WORK TO COMPLETE
An exact copy of all the data, minus the images, is required.

━━ EXERCISE MATERIALS ━━

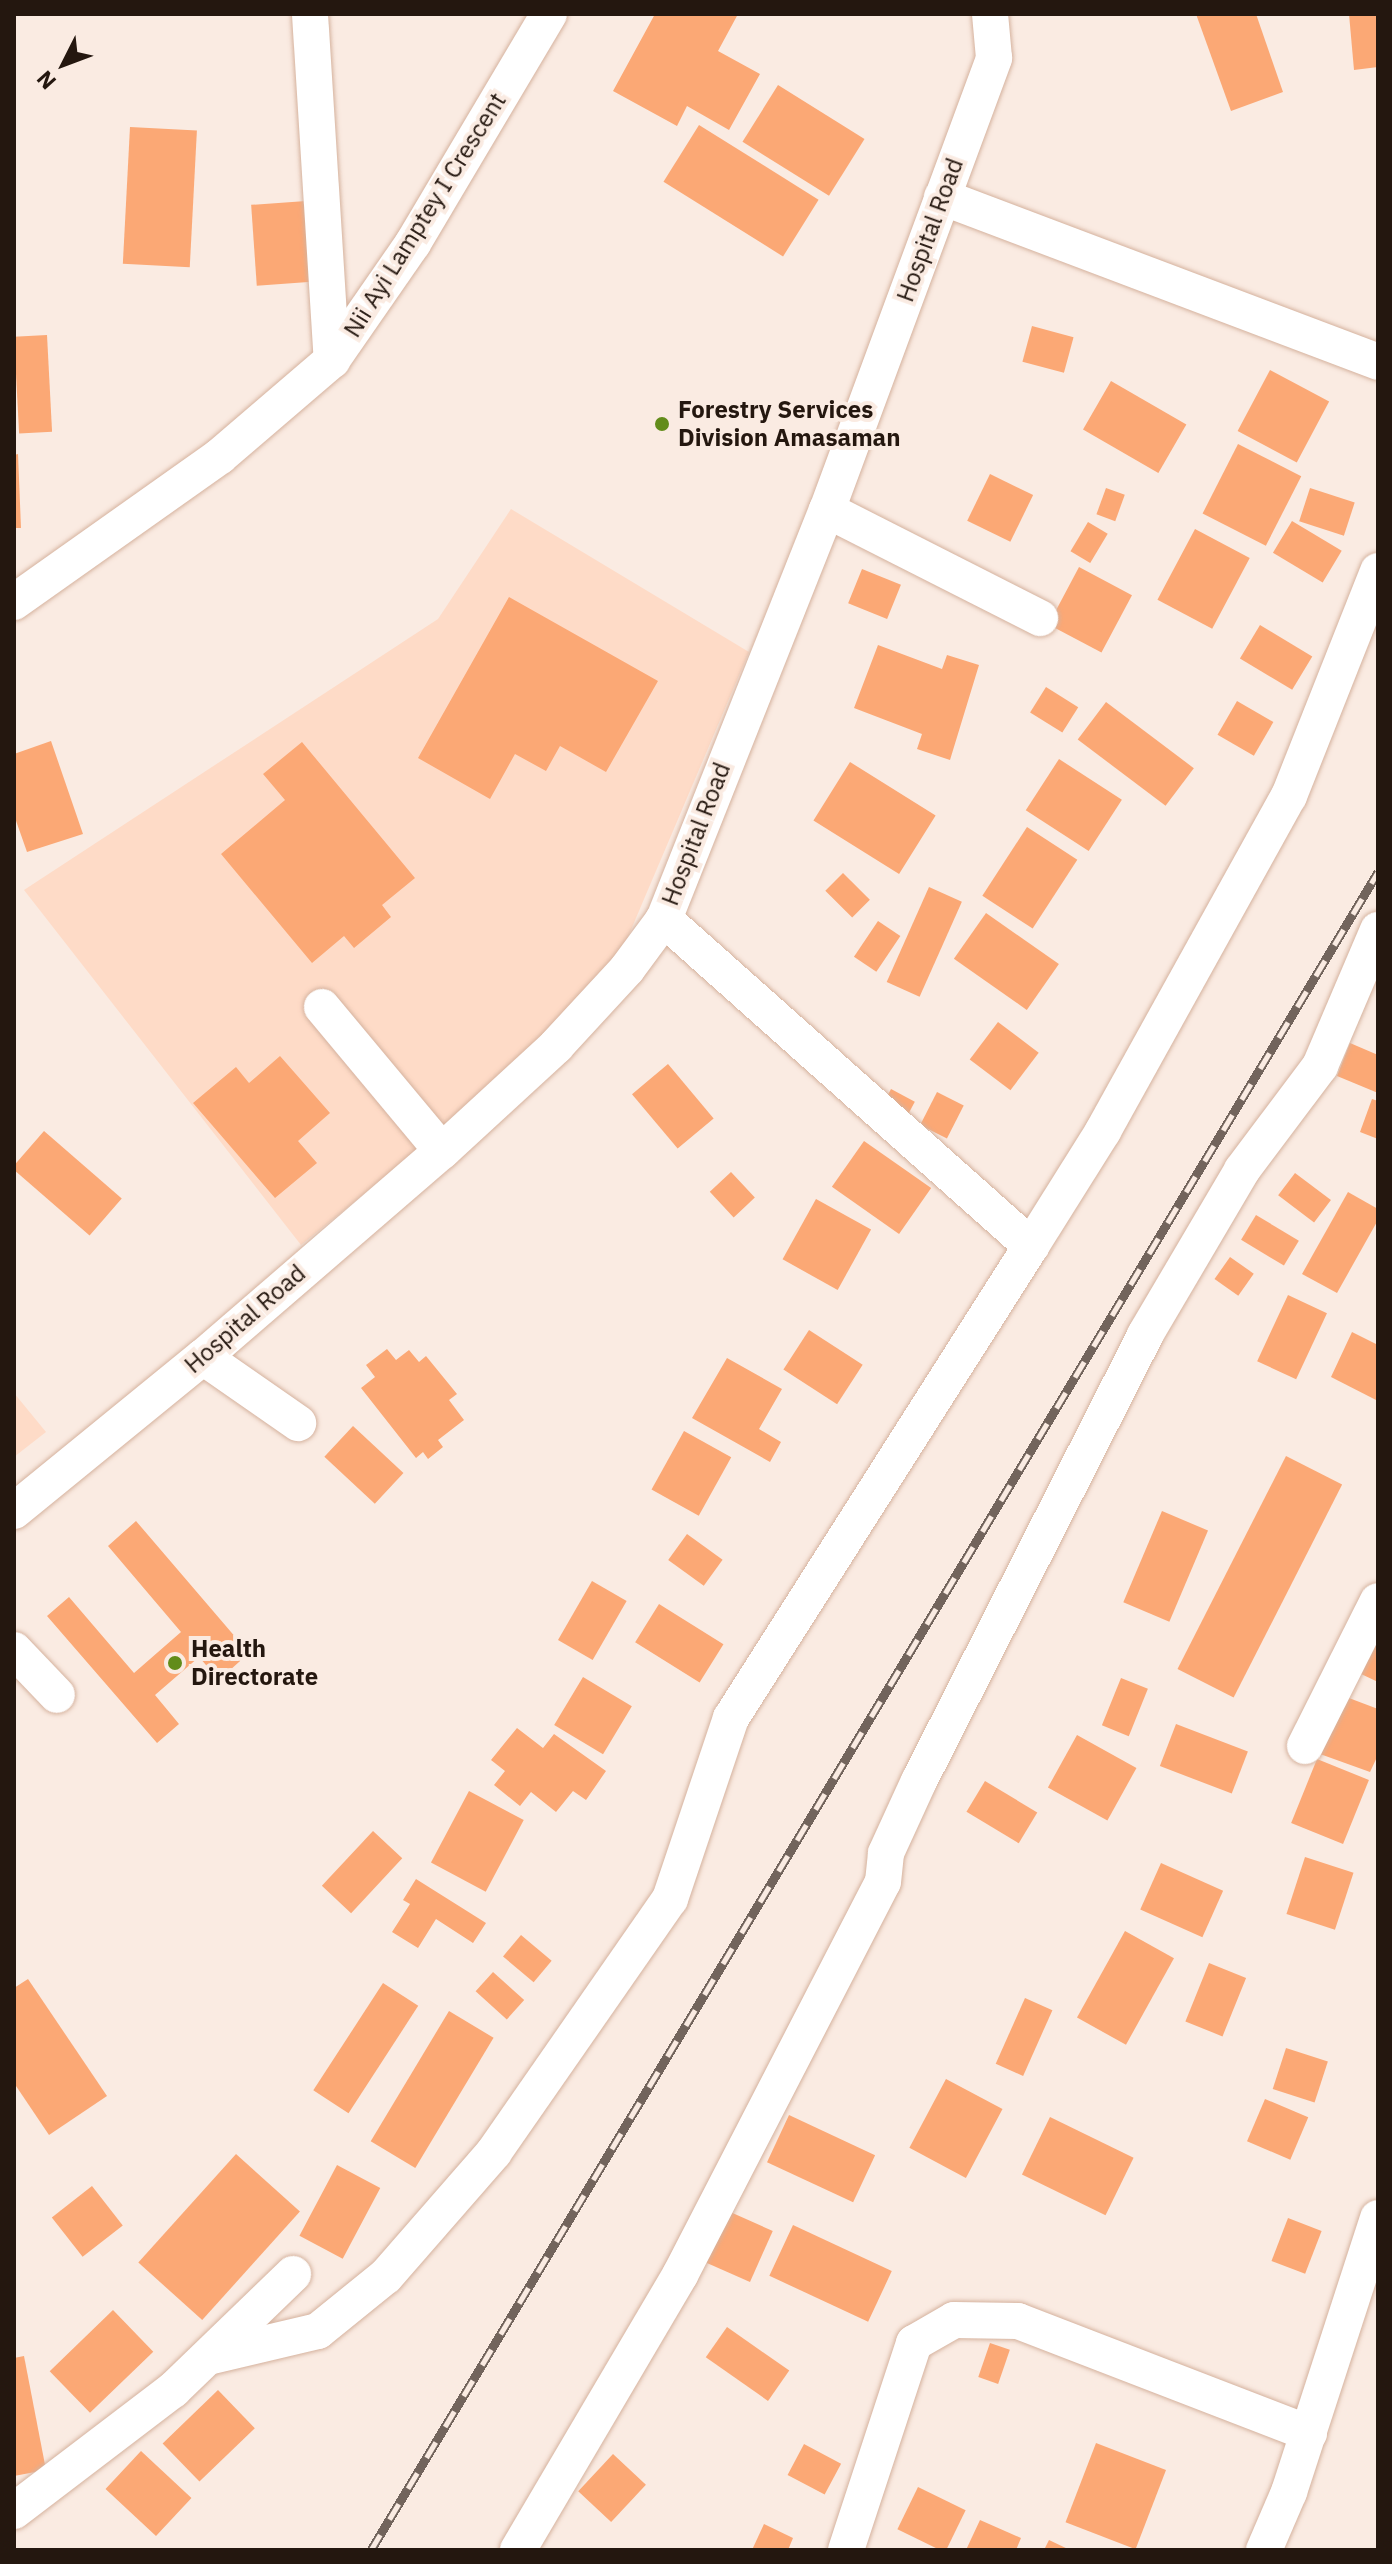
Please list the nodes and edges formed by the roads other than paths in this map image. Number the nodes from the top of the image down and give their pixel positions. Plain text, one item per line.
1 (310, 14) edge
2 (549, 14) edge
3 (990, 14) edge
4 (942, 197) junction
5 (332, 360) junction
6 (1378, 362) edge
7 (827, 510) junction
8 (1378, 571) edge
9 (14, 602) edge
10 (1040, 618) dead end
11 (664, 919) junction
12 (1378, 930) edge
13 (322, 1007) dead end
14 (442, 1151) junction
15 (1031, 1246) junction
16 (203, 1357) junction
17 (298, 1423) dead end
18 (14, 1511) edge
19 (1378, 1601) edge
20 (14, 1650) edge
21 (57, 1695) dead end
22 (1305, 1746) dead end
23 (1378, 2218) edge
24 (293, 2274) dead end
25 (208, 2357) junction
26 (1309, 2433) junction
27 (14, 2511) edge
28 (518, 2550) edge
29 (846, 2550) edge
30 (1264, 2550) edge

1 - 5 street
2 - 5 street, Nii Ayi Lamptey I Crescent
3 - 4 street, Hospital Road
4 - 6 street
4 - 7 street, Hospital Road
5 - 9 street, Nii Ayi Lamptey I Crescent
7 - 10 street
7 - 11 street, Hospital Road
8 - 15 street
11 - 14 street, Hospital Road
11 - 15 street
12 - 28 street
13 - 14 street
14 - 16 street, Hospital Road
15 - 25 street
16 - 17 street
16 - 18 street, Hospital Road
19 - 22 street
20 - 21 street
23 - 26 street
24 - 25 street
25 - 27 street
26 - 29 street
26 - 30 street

━━━

EXERCISE RESPONSE
Please list the nodes and edges formed by the roads other than paths in this map image. Number the nodes from the top of the image down and give their pixel positions. Plain text, one item per line.
1 (310, 14) edge
2 (549, 14) edge
3 (990, 14) edge
4 (942, 197) junction
5 (332, 360) junction
6 (1378, 362) edge
7 (827, 510) junction
8 (1378, 571) edge
9 (14, 602) edge
10 (1040, 618) dead end
11 (664, 919) junction
12 (1378, 930) edge
13 (322, 1007) dead end
14 (442, 1151) junction
15 (1031, 1246) junction
16 (203, 1357) junction
17 (298, 1423) dead end
18 (14, 1511) edge
19 (1378, 1601) edge
20 (14, 1650) edge
21 (57, 1695) dead end
22 (1305, 1746) dead end
23 (1378, 2218) edge
24 (293, 2274) dead end
25 (208, 2357) junction
26 (1309, 2433) junction
27 (14, 2511) edge
28 (518, 2550) edge
29 (846, 2550) edge
30 (1264, 2550) edge

1 - 5 street
2 - 5 street, Nii Ayi Lamptey I Crescent
3 - 4 street, Hospital Road
4 - 6 street
4 - 7 street, Hospital Road
5 - 9 street, Nii Ayi Lamptey I Crescent
7 - 10 street
7 - 11 street, Hospital Road
8 - 15 street
11 - 14 street, Hospital Road
11 - 15 street
12 - 28 street
13 - 14 street
14 - 16 street, Hospital Road
15 - 25 street
16 - 17 street
16 - 18 street, Hospital Road
19 - 22 street
20 - 21 street
23 - 26 street
24 - 25 street
25 - 27 street
26 - 29 street
26 - 30 street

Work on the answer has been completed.